Go line by line through the entries below and count those containing the string "Bradnor"; give only the count.

===== Data provided =====

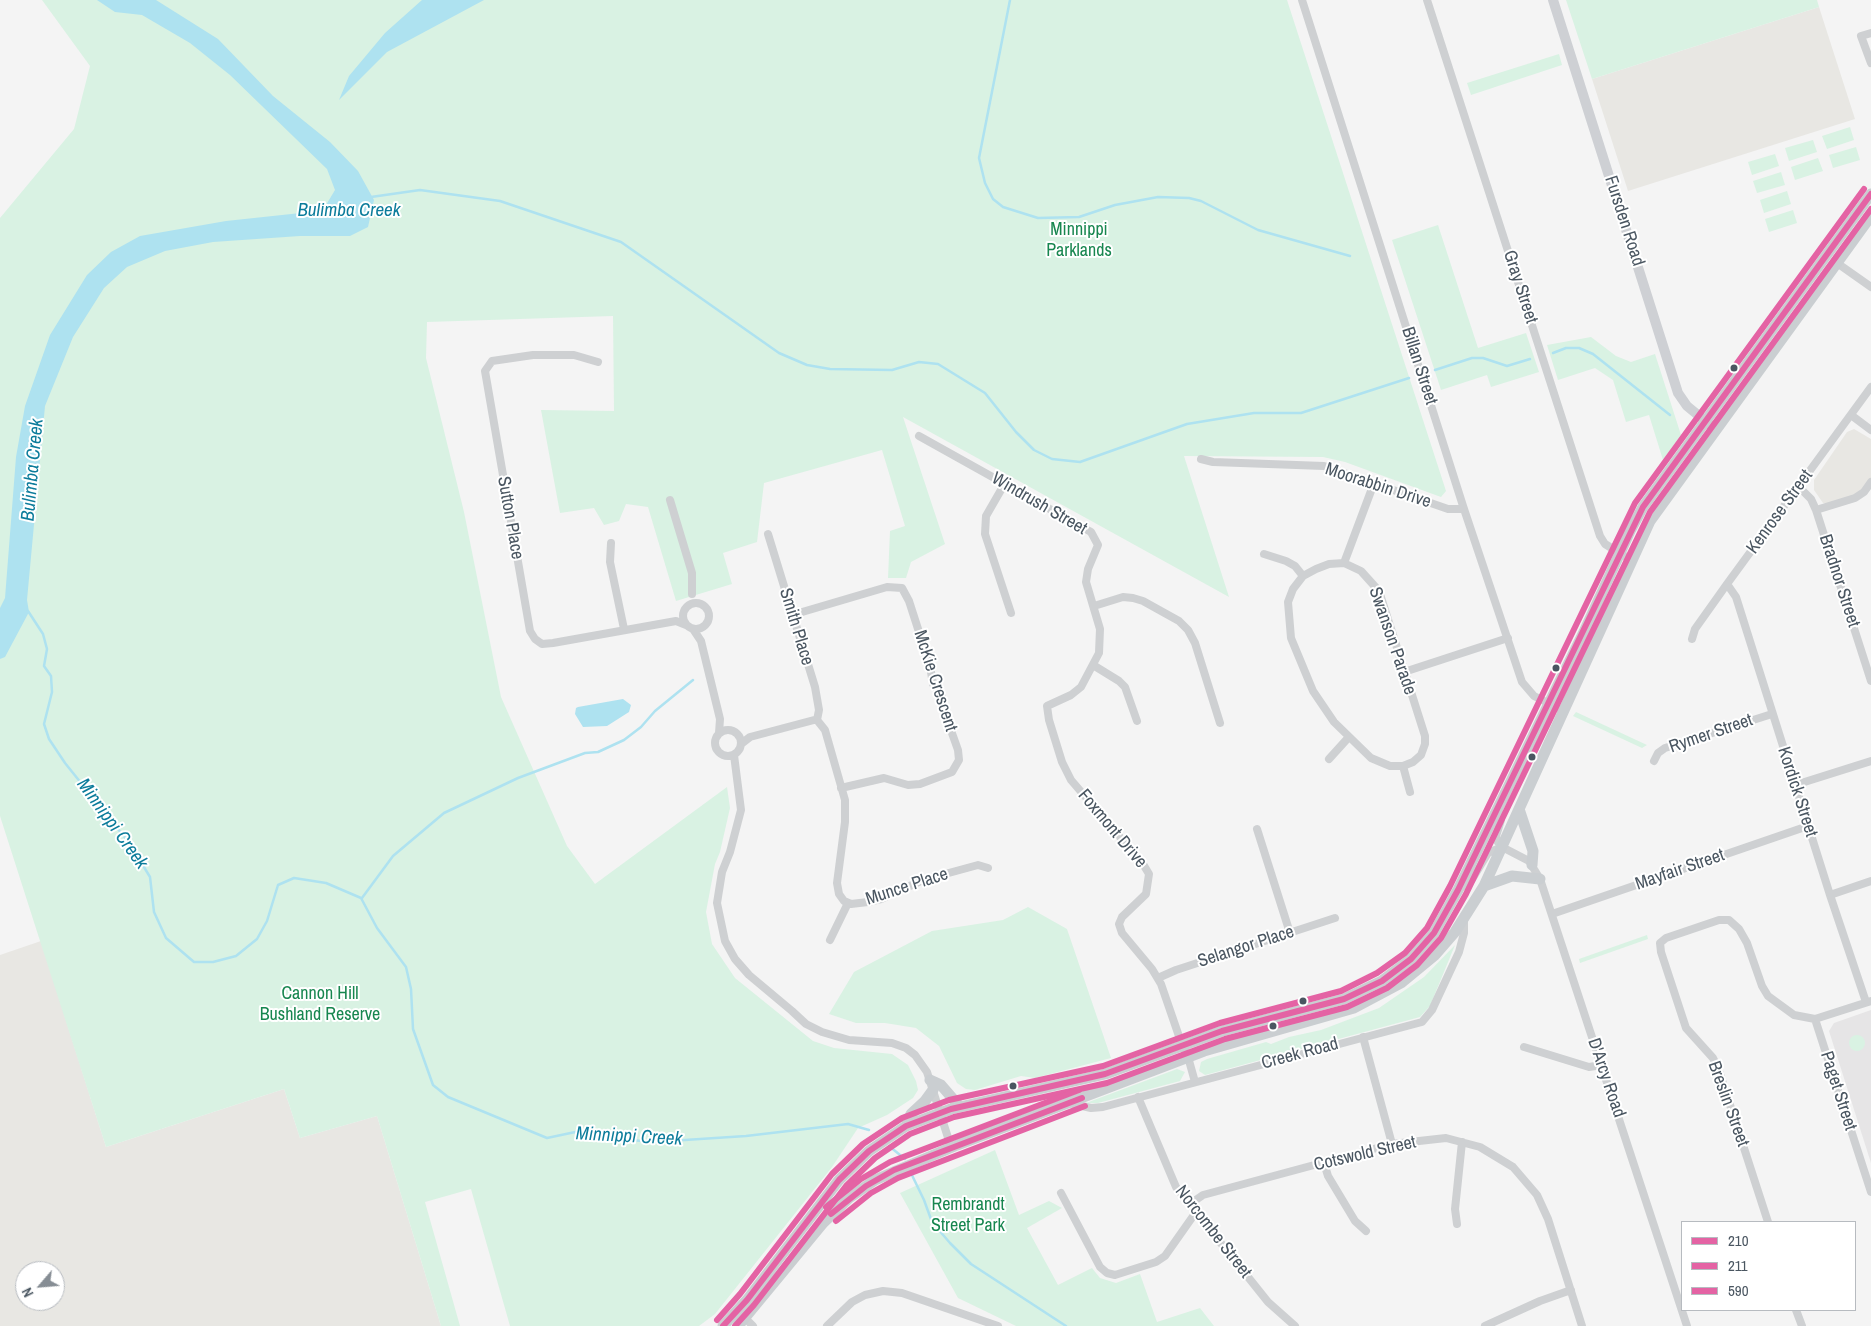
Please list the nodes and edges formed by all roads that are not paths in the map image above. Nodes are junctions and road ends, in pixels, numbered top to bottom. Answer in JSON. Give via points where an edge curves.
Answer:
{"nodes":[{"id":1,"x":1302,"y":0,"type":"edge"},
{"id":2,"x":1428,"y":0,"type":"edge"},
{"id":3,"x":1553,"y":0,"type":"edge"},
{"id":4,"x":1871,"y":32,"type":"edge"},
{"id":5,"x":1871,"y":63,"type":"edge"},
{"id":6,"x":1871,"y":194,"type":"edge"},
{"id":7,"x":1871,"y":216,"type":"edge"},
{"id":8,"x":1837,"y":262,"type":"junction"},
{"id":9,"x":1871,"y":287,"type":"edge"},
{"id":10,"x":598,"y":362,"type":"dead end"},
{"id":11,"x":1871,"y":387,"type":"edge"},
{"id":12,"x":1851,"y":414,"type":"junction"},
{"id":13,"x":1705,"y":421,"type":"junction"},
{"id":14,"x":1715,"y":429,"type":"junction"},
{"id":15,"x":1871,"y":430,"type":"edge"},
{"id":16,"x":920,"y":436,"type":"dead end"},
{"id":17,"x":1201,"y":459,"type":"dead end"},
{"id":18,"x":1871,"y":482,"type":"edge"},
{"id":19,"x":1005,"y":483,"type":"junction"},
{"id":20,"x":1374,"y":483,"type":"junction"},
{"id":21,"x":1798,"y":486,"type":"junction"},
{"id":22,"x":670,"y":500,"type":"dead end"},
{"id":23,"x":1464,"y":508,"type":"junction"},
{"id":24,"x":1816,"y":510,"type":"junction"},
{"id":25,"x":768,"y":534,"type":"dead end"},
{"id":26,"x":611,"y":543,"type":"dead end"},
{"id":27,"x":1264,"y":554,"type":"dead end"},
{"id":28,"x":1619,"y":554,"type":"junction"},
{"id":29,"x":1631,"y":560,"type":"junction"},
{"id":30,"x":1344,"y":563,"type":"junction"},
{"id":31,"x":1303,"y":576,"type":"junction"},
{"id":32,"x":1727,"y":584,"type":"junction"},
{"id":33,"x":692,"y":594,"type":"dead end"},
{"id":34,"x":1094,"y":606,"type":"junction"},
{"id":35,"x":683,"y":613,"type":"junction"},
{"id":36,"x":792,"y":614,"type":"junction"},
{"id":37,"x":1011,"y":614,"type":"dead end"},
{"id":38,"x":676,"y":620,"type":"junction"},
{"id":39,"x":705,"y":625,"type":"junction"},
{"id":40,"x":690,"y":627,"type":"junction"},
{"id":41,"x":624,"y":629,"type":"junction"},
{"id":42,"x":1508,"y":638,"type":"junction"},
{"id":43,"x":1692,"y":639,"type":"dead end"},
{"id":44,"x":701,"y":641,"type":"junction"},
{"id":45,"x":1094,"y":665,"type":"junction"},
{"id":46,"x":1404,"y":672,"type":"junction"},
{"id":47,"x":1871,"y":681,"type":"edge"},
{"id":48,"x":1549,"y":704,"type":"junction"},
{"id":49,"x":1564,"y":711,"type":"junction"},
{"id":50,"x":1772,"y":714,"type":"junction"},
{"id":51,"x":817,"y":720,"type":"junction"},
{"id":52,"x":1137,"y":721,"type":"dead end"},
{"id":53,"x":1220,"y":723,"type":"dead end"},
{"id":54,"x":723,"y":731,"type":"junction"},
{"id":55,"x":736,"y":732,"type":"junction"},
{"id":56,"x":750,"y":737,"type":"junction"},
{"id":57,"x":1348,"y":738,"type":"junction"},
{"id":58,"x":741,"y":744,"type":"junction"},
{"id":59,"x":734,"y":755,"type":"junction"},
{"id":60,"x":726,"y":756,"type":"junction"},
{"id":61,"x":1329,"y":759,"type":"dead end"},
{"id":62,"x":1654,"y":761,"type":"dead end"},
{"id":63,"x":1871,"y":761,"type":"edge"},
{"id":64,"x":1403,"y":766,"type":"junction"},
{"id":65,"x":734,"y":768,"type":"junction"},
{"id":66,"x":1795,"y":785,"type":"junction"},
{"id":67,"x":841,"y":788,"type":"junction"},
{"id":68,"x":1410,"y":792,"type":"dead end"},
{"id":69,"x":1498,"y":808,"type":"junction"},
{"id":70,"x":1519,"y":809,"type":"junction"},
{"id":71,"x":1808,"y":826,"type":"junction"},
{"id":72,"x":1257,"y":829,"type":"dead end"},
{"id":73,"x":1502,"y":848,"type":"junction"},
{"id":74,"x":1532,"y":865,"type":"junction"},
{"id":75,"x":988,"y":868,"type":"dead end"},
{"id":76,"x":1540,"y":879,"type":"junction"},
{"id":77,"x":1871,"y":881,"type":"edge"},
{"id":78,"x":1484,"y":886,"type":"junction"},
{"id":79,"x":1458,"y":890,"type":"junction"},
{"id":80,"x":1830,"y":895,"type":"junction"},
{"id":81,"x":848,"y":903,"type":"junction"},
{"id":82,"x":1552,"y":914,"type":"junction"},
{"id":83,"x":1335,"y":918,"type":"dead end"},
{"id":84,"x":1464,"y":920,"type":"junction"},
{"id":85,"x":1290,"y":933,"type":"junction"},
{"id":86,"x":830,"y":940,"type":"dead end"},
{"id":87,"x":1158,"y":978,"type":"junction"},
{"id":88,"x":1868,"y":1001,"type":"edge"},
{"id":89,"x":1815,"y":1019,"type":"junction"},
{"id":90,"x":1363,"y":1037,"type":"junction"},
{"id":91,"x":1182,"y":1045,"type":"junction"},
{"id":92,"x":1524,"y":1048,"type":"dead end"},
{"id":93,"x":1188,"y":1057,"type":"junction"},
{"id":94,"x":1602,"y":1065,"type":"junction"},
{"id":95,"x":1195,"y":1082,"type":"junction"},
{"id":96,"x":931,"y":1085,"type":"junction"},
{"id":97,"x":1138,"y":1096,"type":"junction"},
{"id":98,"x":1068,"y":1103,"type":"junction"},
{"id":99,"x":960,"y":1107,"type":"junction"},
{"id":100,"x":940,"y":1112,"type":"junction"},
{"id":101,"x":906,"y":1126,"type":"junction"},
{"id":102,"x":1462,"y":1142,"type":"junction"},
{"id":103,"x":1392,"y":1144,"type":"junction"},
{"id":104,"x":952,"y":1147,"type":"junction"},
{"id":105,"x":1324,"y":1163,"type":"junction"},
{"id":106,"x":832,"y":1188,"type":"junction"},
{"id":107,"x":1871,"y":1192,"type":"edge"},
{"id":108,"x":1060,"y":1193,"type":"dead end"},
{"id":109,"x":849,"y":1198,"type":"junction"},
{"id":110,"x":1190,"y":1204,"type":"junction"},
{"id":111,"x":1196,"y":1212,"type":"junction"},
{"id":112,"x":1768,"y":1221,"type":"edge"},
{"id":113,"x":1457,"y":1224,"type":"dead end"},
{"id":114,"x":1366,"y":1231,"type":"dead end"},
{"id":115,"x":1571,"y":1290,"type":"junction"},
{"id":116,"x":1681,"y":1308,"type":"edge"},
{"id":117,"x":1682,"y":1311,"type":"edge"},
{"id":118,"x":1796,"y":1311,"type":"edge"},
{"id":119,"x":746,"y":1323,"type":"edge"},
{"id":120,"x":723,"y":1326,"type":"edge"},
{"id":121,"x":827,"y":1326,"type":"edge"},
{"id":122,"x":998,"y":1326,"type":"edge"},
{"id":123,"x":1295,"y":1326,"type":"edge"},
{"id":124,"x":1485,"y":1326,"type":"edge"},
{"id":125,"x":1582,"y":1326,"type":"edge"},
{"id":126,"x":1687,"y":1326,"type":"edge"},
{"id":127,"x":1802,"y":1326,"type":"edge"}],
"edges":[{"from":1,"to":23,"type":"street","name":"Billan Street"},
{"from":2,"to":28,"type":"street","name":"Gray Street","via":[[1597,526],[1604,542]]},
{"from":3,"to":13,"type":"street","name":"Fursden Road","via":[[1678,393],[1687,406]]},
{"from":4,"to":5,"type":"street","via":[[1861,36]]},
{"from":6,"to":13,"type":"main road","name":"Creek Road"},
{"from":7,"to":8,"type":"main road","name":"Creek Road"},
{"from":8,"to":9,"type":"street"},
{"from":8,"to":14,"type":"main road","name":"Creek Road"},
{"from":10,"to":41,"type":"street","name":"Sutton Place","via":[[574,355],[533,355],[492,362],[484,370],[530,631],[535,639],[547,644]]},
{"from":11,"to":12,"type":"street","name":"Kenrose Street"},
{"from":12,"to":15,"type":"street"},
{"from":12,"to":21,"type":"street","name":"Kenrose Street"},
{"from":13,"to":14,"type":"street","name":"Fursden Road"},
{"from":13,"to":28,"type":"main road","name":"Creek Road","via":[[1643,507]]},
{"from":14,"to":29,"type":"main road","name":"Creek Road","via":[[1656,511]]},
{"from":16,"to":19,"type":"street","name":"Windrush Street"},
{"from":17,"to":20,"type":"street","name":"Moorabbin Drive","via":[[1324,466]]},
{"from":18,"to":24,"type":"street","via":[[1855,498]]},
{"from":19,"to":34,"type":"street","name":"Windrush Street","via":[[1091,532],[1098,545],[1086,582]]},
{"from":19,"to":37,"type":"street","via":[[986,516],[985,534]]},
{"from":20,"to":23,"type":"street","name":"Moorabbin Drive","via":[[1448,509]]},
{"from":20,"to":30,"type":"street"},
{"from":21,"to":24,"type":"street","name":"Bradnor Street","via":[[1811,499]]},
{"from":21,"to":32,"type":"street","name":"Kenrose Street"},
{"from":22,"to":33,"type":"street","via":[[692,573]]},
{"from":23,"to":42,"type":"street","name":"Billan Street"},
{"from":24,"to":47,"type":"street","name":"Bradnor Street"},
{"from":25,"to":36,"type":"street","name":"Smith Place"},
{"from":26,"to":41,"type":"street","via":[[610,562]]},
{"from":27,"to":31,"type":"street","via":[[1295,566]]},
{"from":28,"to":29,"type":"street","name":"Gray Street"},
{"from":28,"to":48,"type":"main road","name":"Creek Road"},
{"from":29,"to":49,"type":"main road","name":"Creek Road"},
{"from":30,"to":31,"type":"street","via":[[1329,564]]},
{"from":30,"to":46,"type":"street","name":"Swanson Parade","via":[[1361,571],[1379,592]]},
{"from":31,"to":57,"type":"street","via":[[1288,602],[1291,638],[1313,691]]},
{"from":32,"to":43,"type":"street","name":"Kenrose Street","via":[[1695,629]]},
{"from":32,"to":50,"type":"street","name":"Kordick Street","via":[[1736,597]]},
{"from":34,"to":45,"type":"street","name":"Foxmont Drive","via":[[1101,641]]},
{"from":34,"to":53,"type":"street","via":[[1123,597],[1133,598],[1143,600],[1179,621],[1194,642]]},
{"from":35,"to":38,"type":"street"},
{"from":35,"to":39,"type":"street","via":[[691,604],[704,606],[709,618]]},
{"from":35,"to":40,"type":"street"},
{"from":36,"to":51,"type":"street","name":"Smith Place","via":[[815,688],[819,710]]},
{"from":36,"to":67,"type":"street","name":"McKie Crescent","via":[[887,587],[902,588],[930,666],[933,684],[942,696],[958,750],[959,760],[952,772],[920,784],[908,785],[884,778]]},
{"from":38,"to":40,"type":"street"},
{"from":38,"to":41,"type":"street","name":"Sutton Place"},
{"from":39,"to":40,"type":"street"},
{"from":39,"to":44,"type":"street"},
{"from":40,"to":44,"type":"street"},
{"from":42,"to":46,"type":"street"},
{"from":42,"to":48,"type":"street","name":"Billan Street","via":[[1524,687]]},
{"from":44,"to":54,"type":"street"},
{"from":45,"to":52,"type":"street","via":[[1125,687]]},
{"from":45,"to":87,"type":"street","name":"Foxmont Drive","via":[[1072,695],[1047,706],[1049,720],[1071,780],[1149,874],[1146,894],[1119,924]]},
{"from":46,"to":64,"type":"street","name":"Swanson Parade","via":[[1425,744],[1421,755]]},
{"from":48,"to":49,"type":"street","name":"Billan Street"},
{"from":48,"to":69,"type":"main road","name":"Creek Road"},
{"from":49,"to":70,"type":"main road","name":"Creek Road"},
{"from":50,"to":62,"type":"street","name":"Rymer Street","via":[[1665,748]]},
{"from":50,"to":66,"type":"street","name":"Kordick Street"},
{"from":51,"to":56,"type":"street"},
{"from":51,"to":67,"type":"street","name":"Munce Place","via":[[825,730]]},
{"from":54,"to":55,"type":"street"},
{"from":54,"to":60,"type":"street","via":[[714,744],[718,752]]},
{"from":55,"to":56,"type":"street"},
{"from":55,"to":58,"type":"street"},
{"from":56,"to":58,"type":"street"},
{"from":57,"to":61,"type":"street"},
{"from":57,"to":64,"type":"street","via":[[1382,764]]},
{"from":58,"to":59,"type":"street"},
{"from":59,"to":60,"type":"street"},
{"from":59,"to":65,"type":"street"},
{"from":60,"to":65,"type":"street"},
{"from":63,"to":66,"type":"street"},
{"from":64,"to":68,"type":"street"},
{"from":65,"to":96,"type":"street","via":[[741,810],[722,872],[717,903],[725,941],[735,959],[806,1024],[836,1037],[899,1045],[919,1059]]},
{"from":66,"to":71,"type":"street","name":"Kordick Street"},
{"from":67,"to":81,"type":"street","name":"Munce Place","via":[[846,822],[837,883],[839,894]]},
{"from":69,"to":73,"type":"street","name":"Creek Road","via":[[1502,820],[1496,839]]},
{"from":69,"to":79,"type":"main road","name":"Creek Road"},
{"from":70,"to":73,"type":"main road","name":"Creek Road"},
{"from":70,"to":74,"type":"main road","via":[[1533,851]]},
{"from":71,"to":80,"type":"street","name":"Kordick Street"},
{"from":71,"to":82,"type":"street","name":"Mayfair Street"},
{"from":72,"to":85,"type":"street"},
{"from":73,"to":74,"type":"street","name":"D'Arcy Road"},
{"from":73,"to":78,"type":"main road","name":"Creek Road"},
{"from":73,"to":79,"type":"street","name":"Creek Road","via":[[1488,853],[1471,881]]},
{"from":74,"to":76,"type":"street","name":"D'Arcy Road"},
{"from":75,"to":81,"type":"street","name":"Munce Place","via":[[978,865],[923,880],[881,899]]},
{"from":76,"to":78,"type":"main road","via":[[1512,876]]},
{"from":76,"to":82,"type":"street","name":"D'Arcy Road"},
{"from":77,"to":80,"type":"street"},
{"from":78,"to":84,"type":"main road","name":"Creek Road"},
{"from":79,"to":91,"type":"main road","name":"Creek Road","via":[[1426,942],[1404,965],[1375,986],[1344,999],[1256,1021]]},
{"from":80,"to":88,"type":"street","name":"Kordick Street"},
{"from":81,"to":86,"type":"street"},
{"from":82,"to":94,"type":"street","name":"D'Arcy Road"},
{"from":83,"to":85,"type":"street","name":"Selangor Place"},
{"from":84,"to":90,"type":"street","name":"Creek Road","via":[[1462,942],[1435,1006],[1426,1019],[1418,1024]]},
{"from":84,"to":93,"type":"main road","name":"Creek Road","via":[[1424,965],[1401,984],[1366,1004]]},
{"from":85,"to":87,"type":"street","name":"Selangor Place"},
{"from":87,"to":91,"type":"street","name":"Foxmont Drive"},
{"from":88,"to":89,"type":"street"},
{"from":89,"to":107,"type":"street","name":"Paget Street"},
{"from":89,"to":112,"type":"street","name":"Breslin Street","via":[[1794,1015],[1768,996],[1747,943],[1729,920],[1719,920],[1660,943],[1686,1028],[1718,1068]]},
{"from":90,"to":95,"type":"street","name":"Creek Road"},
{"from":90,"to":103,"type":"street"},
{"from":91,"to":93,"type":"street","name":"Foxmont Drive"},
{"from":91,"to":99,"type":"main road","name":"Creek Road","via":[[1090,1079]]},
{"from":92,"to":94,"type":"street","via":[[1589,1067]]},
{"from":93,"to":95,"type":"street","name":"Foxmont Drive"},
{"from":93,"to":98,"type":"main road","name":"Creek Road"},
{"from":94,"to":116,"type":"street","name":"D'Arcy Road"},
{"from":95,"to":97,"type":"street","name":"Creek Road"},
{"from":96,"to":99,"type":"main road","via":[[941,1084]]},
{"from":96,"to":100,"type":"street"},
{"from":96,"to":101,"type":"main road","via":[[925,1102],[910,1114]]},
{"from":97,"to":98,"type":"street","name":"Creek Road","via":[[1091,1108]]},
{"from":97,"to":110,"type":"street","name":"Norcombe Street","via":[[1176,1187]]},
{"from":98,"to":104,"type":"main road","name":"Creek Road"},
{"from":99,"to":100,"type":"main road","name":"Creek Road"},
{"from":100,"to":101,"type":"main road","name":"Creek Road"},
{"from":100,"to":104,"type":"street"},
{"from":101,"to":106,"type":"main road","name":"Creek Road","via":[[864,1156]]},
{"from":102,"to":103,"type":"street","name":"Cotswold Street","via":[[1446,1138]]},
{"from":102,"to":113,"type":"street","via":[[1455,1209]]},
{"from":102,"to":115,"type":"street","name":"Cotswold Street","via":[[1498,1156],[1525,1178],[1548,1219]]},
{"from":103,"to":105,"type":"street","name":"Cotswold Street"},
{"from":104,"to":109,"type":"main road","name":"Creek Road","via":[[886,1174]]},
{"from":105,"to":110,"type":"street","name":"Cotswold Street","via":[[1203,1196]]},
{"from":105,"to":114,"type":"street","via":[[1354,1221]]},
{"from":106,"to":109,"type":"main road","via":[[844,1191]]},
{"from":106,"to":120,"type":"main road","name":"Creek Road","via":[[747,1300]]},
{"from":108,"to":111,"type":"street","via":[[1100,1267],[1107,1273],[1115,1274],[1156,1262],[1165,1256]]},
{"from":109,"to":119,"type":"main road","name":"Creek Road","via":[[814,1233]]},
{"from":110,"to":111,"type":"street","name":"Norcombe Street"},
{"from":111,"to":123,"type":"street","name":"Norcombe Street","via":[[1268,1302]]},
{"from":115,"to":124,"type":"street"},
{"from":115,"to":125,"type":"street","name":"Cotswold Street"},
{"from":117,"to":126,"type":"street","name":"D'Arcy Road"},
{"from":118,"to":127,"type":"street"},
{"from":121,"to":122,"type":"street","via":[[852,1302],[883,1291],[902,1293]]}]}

=====

Exercise response:
2